And the response that I got back, and I think I was talking to the CTO of the company at the time was, well, everything that we do is of the highest quality. So we don’t send a score, everything’s of the highest quality, right? And so when I got that response, and you’re not going to give me kind of any insight into the quality of what you’re producing, that was something that sent up red flags for me. So I don’t know that there’s really any blueprint or specific question that you have to ask, but I do think as a general practice, it is worthwhile to probe into the offering of the AI solution to kind of get a sense of whether you do get any red flags, or if you do have any questions about the authenticity of what it is that you’re you’re buying.
Jake:
That’s a great transition, because the next question I was going to ask you was, what are some of the misconceptions that you think people have about AI? Your example points to one of the biggest misconceptions in my view, which is that AI is binary? Either yes or no? Yes, I should bid on it. No, I shouldn’t bid on it. But the reality is, as you described really well, in this example, is that it’s not binary, it’s a score. And it’s up to a human to decide what score do I feel comfortable with? Because it’s basically a trade off of scale or quality, as you described really well.
Charlie:
So with respect to some of the common misconceptions, I think another one of them, honestly, is that AI is some sort of silver bullet or that it’s just kind of magic, right? And it sounds kind of silly to say that, but I think when you consider the marketing hype surrounding AI, and its ability to do all of these unbelievable things, and you couple that with the fact that many people don’t have a really strong understanding of what goes on inside the black box, so to speak, it can start to feel a little bit, you know, magical. And I think the other kind of common misconception, which is tied to that, is how quickly AI solutions can be generated.
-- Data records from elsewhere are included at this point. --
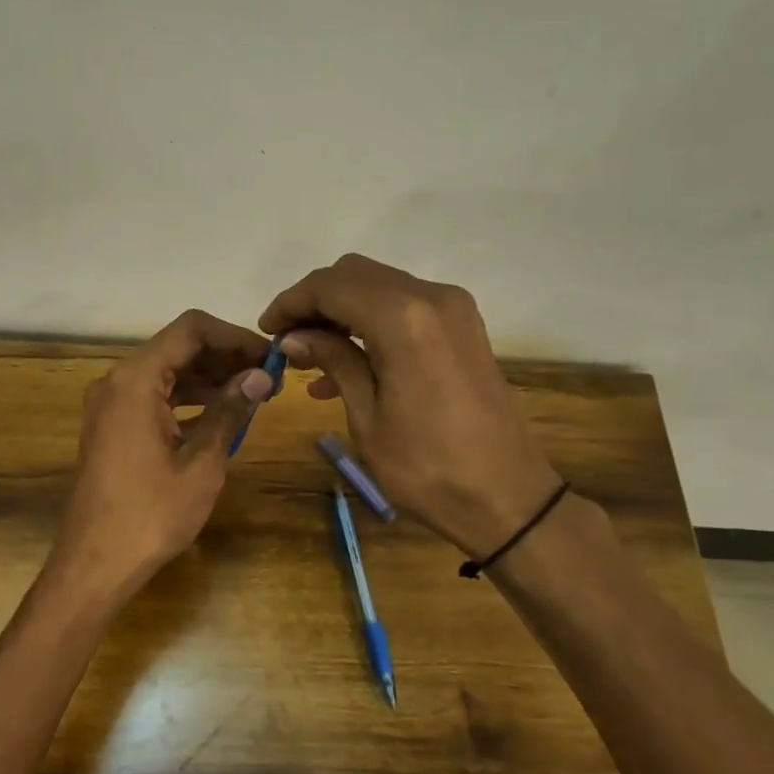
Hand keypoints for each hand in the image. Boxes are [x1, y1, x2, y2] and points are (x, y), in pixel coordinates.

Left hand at [50, 309, 273, 600]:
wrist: (95, 563)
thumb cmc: (151, 514)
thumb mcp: (202, 462)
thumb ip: (230, 411)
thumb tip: (260, 377)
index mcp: (136, 379)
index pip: (191, 330)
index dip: (235, 337)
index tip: (269, 358)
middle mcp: (118, 381)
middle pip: (178, 348)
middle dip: (224, 358)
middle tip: (268, 379)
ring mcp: (111, 404)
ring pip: (166, 373)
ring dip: (208, 379)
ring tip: (252, 396)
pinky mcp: (111, 426)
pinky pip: (154, 397)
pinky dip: (187, 400)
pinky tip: (220, 416)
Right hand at [260, 254, 562, 557]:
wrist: (506, 497)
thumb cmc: (427, 467)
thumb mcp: (367, 416)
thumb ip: (333, 361)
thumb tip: (294, 337)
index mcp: (403, 318)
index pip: (330, 286)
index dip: (291, 302)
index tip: (266, 329)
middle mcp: (431, 298)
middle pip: (355, 276)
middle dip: (315, 302)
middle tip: (287, 342)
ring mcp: (453, 310)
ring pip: (380, 288)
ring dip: (341, 313)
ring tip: (309, 359)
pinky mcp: (462, 328)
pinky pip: (404, 309)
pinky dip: (370, 324)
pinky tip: (344, 367)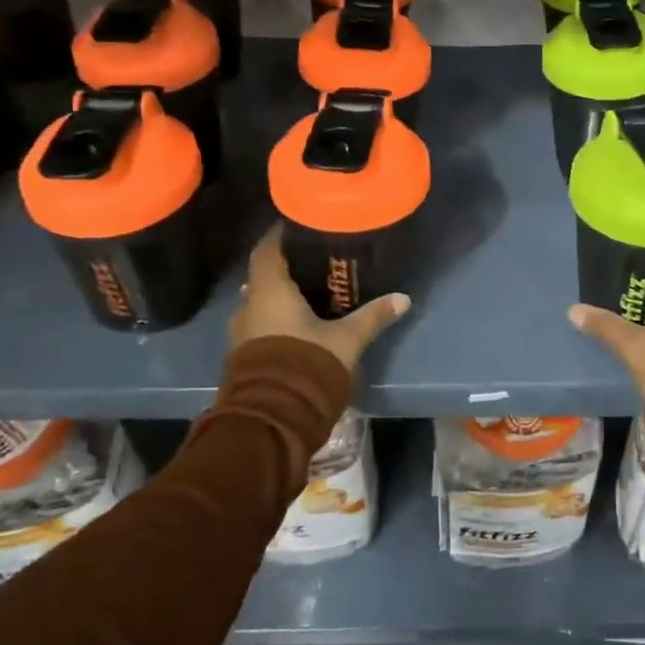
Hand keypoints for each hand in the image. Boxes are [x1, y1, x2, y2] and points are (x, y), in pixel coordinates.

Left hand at [229, 225, 410, 372]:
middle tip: (313, 259)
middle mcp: (249, 305)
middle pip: (263, 275)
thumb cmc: (307, 364)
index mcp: (269, 290)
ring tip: (309, 291)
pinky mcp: (242, 355)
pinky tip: (297, 322)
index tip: (299, 225)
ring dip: (279, 295)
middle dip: (285, 266)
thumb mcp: (347, 340)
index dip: (280, 235)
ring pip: (260, 301)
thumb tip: (403, 298)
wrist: (272, 418)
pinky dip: (275, 317)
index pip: (267, 249)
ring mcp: (241, 333)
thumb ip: (372, 316)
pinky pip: (258, 324)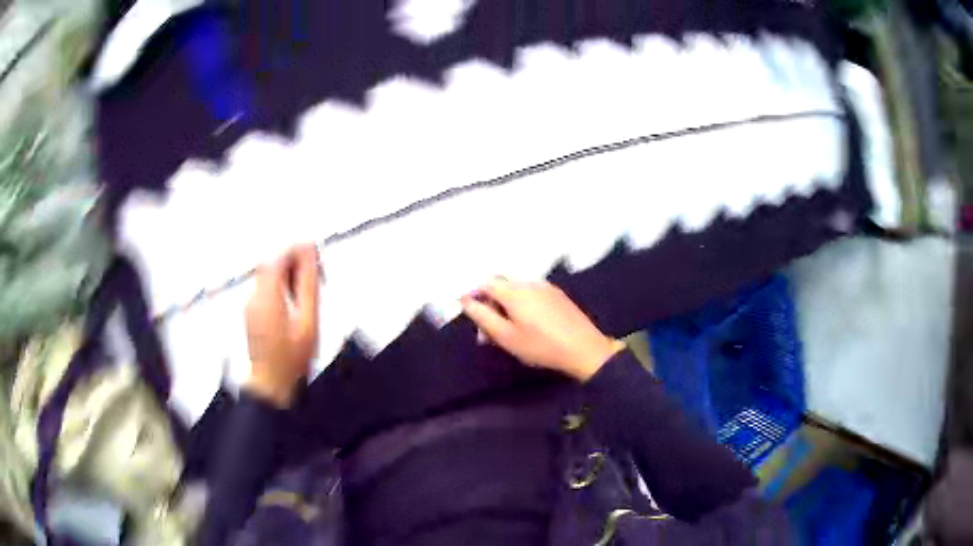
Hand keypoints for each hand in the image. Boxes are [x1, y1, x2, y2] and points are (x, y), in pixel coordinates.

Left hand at [244, 244, 319, 407]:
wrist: (271, 385)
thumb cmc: (291, 360)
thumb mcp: (308, 322)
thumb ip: (308, 285)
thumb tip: (309, 255)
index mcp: (267, 297)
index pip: (277, 258)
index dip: (296, 251)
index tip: (313, 254)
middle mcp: (254, 298)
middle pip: (271, 265)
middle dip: (293, 263)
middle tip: (314, 274)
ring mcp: (251, 307)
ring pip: (268, 277)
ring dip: (287, 276)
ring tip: (307, 291)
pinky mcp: (252, 314)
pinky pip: (265, 290)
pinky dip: (281, 288)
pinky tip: (295, 304)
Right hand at [460, 278, 624, 381]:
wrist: (584, 349)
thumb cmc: (541, 346)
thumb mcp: (506, 337)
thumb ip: (483, 317)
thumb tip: (466, 301)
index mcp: (514, 291)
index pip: (485, 283)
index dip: (473, 295)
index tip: (470, 314)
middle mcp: (529, 282)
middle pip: (501, 285)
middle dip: (490, 303)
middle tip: (488, 331)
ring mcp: (545, 286)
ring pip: (516, 290)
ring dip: (505, 305)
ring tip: (507, 331)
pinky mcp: (557, 294)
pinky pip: (531, 293)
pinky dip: (521, 305)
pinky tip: (526, 325)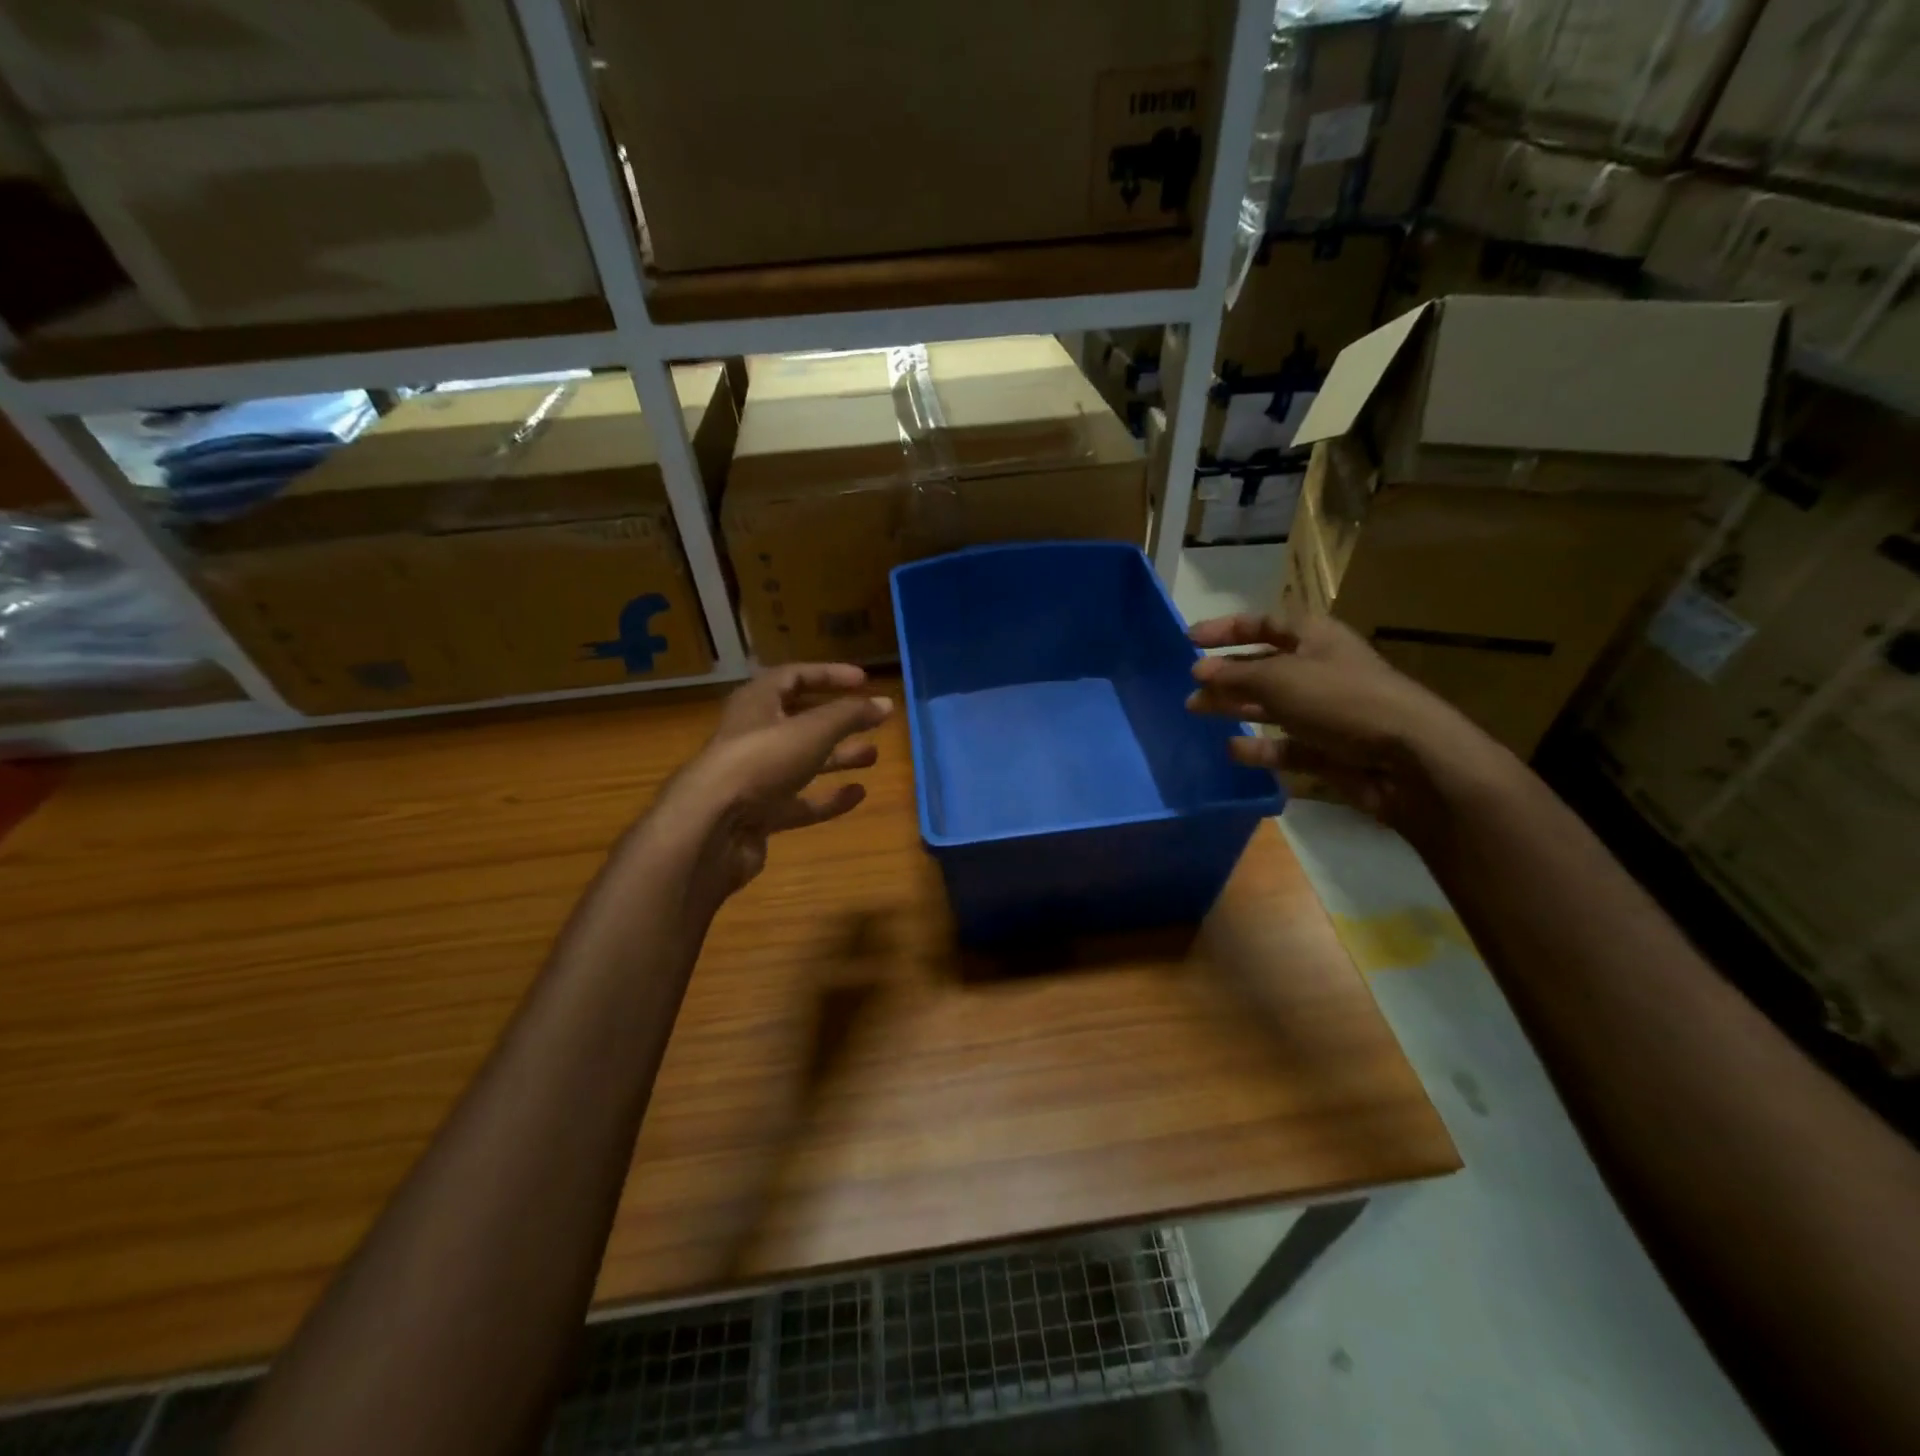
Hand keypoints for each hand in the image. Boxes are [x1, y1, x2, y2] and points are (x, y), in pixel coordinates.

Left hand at [650, 664, 892, 902]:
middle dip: (838, 719)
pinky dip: (827, 797)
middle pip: (800, 720)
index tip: (864, 681)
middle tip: (873, 721)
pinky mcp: (760, 814)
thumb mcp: (813, 730)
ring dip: (837, 757)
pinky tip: (857, 794)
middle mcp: (754, 736)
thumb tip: (887, 703)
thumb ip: (850, 715)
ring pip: (803, 762)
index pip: (794, 676)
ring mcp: (755, 778)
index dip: (829, 675)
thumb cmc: (762, 761)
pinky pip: (800, 801)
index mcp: (757, 703)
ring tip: (873, 756)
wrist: (712, 827)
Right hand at [1185, 613, 1513, 832]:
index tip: (1189, 639)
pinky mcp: (1328, 750)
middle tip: (1190, 686)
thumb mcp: (1280, 678)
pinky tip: (1233, 750)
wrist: (1408, 759)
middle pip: (1264, 666)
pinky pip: (1285, 746)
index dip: (1227, 628)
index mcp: (1316, 638)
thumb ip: (1234, 675)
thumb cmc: (1341, 700)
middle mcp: (1320, 670)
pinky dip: (1260, 748)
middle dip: (1226, 673)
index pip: (1265, 624)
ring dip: (1234, 708)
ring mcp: (1325, 713)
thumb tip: (1198, 671)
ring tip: (1197, 712)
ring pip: (1271, 706)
There’s a lot that goes into building an AI or machine learning solution. And so if you take marketing for example, right? We’re dealing with these massive volumes of data, you want to be able to make real time decisions on that data. Right off the bat, you have a huge data engineering and architectural challenge. And that’s before you even get to the machine learning side of things. It’s not going to happen overnight. There’s a lot of research, trial and error, iteration that goes into producing and maintaining a quality solution. So I think, unfortunately, sometimes what can happen is because there’s this misconception that, well, it’s kind of magic and you know, just flip a switch and you make it work, right? You get this misalignment between kind of this idealistic kind of business notion of what AI is going to do for me. And the reality that, you know, it’s something that takes time and a lot of work and iteration to get to a good solution.
Jake:
I would add to that, and I’ll ask, if you think I’m right here, that iteration is not just about making an algorithm good. It’s also about keeping an algorithm fresh, right? Because the real world is constantly changing. And almost by definition, any algorithm is at all times outdated, because it’s based on data from before. And the data now is the data now, and you have to continually access training data, and be constantly retraining just to stay accurate, let alone get more accurate.
Charlie:
That’s 100% correct. And, you know, at MediaMath, we update our algorithms every single day for exactly the reason that you just described.
Jake:
And one of the key things that makes for good training data is a high level of confidence that you’re going to have access to it long into the future so that you can continue to refine the algorithm.
Charlie:
Yes, right. That’s exactly right. If you are changing the inputs into your model, you’ve got to build a new model, right? Like if I have a model that’s reliant upon a particular data point or input feature that I had yesterday, and that goes away for whatever reason, and I have to update the model accordingly. But you’re right, in terms of the question of what makes for good training data? Yes, data consistency is important. The data that you’re training on has to be representative of the population that you’re trying to predict. And so like to give a good example, here, right, you know, we’re approaching the fall here, we’ve got Black Friday, Cyber Monday coming up in the not too distant future. We know that during those periods of the year, marketers behave very very differently, particularly those in the retail space, right? There’s going to be huge influxes of spend, CPMs are going to go wild, conversion rates are all over the place because of the promotions that are being run. If I’m trying to predict what are reasonable bid prices during that period, based off of data from today, it’s not going to do a fantastic job, right? Because today, and now is not very representative of that particular time in the future.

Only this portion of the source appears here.